In the records below, find the line with "const dot = new Path2D();"; retype that line and all the following lines through the end, exactly, and add nothing.

Source material section start

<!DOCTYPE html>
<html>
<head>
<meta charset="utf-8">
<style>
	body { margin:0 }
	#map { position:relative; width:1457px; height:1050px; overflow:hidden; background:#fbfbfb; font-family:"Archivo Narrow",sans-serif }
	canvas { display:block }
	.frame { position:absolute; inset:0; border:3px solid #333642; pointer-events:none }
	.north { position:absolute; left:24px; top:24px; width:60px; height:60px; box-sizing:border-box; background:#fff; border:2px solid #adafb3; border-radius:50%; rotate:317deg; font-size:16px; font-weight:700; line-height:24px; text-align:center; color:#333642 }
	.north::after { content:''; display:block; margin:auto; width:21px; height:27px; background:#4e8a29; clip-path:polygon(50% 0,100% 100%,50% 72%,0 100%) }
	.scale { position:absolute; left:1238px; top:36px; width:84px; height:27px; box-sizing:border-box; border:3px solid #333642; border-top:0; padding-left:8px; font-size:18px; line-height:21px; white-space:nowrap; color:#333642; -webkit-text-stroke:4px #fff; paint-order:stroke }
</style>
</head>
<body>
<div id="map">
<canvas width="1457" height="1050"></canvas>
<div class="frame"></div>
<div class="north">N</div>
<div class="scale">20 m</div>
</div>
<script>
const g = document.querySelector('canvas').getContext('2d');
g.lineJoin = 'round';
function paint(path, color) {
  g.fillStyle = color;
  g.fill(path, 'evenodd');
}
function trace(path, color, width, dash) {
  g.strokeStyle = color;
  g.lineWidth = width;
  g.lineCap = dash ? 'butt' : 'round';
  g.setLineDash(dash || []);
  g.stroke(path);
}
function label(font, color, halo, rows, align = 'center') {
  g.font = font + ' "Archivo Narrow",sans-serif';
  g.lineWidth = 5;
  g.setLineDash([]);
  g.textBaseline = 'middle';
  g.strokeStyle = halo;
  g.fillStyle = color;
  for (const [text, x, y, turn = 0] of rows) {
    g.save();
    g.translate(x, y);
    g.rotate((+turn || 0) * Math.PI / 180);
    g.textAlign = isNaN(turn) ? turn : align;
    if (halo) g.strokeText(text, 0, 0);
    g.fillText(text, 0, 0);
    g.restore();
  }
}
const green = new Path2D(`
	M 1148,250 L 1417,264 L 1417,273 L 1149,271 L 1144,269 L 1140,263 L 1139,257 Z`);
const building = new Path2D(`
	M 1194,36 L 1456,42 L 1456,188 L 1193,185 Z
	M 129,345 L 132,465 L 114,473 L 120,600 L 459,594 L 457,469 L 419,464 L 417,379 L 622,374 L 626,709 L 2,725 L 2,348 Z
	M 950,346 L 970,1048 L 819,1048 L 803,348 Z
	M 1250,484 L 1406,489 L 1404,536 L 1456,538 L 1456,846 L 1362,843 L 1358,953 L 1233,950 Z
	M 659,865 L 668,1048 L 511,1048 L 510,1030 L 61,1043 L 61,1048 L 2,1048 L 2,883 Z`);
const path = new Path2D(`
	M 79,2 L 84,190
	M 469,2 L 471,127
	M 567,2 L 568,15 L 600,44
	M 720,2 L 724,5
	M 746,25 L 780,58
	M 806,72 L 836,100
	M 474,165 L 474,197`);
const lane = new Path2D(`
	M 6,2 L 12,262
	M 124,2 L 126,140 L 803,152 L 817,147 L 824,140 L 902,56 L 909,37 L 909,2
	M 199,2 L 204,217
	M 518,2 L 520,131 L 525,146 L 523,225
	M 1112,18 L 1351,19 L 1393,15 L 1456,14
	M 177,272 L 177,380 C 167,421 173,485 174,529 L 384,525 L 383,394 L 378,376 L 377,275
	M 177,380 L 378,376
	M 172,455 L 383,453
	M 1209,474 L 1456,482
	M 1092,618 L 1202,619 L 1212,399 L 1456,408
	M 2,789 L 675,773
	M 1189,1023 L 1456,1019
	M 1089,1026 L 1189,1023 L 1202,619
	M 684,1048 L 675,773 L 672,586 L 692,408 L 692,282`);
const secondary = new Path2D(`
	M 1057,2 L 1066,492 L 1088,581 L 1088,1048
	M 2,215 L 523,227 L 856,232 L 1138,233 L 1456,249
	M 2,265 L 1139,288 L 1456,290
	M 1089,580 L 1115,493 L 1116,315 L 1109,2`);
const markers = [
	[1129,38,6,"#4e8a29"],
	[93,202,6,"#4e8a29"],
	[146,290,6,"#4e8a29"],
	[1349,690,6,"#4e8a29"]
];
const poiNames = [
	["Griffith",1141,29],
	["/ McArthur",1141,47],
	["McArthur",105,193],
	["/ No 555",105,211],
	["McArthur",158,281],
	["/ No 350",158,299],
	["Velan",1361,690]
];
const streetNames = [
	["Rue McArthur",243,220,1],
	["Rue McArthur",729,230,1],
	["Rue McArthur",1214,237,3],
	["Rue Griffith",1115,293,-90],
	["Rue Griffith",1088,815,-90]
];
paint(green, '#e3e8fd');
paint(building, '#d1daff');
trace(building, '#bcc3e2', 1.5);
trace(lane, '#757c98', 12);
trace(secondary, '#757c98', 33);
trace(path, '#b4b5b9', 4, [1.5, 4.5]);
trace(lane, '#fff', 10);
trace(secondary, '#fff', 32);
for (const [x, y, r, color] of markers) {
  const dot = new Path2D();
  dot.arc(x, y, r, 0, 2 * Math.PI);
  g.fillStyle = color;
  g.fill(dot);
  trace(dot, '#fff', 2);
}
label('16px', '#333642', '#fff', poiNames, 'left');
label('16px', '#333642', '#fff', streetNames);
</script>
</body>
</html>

Source material section end

• _Task result_:
  const dot = new Path2D();
  dot.arc(x, y, r, 0, 2 * Math.PI);
  g.fillStyle = color;
  g.fill(dot);
  trace(dot, '#fff', 2);
}
label('16px', '#333642', '#fff', poiNames, 'left');
label('16px', '#333642', '#fff', streetNames);
</script>
</body>
</html>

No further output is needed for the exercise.